> **WHAT NEEDS TO BE DONE**: Copy out every line of the data that has the word "Basile" somewhere in it.

> **DATA FOR REVIEW**:
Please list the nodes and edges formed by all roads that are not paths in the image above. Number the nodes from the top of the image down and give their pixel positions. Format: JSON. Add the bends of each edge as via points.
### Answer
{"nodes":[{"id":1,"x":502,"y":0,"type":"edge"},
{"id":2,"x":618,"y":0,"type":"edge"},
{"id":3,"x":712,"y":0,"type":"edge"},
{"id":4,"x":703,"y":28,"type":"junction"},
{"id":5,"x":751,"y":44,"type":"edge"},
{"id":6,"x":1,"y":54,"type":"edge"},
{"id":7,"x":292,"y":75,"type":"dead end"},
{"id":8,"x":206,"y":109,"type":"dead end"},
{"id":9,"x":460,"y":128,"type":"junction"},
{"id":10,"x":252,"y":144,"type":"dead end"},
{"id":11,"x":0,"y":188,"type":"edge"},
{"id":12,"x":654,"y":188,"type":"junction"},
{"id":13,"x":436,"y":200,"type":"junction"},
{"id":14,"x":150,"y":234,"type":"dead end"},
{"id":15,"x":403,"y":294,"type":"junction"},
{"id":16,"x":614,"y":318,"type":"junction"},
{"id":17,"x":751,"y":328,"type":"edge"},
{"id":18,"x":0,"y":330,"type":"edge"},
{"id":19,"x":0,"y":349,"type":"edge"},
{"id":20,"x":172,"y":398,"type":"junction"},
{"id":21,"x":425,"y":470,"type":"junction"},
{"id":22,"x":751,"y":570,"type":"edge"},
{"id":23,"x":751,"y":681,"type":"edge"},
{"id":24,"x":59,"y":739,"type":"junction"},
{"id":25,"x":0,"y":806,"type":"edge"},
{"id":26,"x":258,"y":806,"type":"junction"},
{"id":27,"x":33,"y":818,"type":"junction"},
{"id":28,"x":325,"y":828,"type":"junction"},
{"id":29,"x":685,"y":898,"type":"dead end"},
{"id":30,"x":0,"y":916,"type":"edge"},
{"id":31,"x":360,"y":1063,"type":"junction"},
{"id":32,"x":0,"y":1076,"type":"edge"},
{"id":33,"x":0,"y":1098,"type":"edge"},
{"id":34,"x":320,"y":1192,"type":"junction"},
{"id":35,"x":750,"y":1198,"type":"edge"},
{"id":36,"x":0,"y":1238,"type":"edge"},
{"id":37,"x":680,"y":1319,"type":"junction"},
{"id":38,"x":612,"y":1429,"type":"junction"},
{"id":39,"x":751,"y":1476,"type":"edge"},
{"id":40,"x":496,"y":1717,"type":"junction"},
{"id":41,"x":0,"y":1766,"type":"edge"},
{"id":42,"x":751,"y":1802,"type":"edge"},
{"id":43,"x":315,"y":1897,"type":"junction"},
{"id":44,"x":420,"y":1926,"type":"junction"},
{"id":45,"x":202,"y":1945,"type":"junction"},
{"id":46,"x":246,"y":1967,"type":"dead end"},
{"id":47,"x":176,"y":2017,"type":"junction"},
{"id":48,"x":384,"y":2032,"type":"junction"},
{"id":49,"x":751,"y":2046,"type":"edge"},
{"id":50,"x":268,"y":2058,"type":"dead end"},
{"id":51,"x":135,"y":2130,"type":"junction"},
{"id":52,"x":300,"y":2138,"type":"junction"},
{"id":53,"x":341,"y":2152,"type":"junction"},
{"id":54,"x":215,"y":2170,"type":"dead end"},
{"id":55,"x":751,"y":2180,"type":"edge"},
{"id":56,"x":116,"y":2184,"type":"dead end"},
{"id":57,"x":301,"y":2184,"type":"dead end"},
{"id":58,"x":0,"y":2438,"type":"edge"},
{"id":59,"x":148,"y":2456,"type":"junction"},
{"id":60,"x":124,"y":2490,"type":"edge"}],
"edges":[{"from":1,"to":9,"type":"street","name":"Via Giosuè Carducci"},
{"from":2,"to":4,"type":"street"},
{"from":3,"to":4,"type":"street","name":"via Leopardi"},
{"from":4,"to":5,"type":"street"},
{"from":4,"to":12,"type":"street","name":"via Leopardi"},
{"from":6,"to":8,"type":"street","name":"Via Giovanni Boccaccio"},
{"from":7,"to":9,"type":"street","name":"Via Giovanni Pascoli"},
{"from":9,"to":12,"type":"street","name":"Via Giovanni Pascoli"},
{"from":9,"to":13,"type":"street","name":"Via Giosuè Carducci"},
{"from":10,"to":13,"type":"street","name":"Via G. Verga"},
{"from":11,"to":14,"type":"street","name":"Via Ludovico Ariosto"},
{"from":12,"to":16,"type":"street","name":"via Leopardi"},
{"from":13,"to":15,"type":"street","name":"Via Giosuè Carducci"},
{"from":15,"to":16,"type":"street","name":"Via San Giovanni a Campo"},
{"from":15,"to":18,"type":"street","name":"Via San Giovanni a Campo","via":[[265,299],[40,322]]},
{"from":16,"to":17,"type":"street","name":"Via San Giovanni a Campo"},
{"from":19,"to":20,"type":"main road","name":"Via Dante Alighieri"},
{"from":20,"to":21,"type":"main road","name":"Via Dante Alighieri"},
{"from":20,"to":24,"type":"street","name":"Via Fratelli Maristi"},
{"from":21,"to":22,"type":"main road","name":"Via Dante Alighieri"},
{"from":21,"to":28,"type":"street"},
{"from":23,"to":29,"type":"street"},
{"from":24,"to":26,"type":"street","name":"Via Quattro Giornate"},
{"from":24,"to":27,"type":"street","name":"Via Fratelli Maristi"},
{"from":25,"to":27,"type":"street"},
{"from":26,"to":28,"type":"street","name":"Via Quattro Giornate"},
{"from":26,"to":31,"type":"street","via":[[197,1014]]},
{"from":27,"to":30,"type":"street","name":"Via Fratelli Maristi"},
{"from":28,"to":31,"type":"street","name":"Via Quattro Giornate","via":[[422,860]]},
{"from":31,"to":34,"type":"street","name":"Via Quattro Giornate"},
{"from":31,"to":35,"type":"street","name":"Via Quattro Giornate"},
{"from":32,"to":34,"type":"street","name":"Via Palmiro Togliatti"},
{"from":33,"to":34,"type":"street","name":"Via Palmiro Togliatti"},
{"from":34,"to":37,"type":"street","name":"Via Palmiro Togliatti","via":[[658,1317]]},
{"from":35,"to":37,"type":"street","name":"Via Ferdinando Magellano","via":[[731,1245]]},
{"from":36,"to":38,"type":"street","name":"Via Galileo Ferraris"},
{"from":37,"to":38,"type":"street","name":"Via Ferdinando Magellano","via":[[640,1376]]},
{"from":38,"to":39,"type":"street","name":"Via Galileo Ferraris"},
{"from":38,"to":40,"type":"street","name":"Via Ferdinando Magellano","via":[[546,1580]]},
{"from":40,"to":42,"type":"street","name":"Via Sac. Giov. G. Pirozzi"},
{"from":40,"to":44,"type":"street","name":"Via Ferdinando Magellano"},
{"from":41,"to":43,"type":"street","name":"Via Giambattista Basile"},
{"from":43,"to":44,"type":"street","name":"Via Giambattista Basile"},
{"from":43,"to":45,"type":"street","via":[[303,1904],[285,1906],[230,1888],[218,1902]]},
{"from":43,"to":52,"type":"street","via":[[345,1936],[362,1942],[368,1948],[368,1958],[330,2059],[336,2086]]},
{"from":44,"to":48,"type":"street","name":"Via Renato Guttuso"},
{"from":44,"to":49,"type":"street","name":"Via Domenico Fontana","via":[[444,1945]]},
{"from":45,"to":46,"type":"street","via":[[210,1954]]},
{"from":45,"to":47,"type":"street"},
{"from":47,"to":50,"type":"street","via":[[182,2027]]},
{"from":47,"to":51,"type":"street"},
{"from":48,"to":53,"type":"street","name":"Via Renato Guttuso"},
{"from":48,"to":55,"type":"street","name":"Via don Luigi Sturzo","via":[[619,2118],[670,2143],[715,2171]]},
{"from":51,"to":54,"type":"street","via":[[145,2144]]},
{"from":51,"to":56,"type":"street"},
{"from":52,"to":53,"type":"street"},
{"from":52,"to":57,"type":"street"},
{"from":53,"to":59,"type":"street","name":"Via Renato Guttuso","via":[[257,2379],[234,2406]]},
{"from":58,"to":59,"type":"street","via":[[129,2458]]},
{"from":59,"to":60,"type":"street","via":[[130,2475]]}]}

> **TASK RESULT**:
{"from":41,"to":43,"type":"street","name":"Via Giambattista Basile"},
{"from":43,"to":44,"type":"street","name":"Via Giambattista Basile"},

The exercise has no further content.